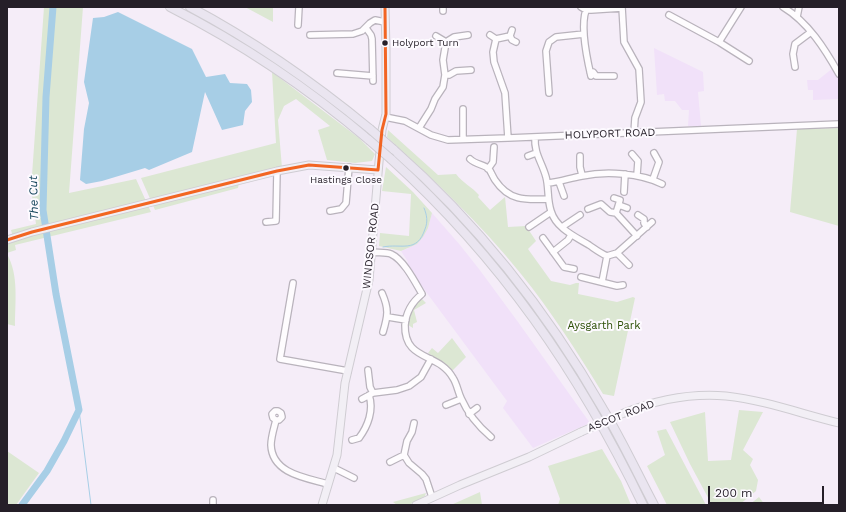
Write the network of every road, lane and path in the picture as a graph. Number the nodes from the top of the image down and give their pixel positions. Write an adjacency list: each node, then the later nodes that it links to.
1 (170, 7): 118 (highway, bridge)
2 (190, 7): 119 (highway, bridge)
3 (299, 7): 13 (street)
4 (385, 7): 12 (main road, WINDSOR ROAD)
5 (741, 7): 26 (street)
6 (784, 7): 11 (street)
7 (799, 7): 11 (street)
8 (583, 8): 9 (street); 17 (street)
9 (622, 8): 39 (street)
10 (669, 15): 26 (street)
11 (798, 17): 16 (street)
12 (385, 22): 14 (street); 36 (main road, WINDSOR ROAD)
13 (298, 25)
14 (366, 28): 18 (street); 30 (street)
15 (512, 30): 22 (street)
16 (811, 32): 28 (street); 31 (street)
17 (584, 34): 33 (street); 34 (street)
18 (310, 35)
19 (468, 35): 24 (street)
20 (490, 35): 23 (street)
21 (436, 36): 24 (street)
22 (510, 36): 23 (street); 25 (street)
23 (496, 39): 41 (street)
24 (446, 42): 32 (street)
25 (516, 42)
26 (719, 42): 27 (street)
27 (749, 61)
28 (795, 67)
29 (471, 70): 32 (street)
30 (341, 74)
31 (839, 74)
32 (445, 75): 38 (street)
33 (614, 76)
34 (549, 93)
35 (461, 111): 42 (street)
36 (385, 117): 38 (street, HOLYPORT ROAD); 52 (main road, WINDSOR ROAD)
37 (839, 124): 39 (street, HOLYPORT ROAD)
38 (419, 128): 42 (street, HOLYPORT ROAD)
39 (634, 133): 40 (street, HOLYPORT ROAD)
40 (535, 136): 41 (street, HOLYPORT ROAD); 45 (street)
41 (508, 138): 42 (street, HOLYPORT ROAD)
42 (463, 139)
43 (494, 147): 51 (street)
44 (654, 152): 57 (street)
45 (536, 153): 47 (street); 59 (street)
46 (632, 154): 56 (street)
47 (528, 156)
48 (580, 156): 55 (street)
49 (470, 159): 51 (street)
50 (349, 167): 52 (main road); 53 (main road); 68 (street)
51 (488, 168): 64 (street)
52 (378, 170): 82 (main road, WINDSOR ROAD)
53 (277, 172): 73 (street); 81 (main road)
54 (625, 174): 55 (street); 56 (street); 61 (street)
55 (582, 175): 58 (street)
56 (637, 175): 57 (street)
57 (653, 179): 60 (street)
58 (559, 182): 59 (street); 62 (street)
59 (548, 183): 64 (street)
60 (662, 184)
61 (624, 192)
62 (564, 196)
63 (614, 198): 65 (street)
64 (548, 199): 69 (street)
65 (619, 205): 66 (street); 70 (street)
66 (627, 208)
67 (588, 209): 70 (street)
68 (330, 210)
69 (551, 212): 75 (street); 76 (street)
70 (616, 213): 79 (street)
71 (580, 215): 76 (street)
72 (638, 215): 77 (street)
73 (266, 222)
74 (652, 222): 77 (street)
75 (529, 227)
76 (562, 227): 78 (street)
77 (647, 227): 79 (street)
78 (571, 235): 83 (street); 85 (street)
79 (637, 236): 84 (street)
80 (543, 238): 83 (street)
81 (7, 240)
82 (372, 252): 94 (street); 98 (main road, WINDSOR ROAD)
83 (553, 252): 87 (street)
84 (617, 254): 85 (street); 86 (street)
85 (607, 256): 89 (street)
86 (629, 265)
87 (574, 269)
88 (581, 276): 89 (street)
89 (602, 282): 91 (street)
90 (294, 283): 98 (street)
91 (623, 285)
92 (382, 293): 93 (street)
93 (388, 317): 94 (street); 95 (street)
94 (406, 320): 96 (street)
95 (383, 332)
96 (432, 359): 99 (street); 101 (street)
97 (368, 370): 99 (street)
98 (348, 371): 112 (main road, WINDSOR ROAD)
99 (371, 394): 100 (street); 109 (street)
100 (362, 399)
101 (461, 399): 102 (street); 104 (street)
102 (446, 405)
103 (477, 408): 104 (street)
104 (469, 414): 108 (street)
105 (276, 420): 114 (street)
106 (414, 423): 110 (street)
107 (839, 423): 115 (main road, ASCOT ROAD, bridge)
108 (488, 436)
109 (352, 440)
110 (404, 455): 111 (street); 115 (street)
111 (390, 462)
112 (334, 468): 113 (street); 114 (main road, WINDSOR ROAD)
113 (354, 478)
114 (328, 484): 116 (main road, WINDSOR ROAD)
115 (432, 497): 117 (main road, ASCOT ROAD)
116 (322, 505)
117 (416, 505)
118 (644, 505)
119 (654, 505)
○ ○ ○ ○ ○
## Task instructions:
Tell how many lines of the data above include the string "main", with no other text in the answer.

## Solved problem:
12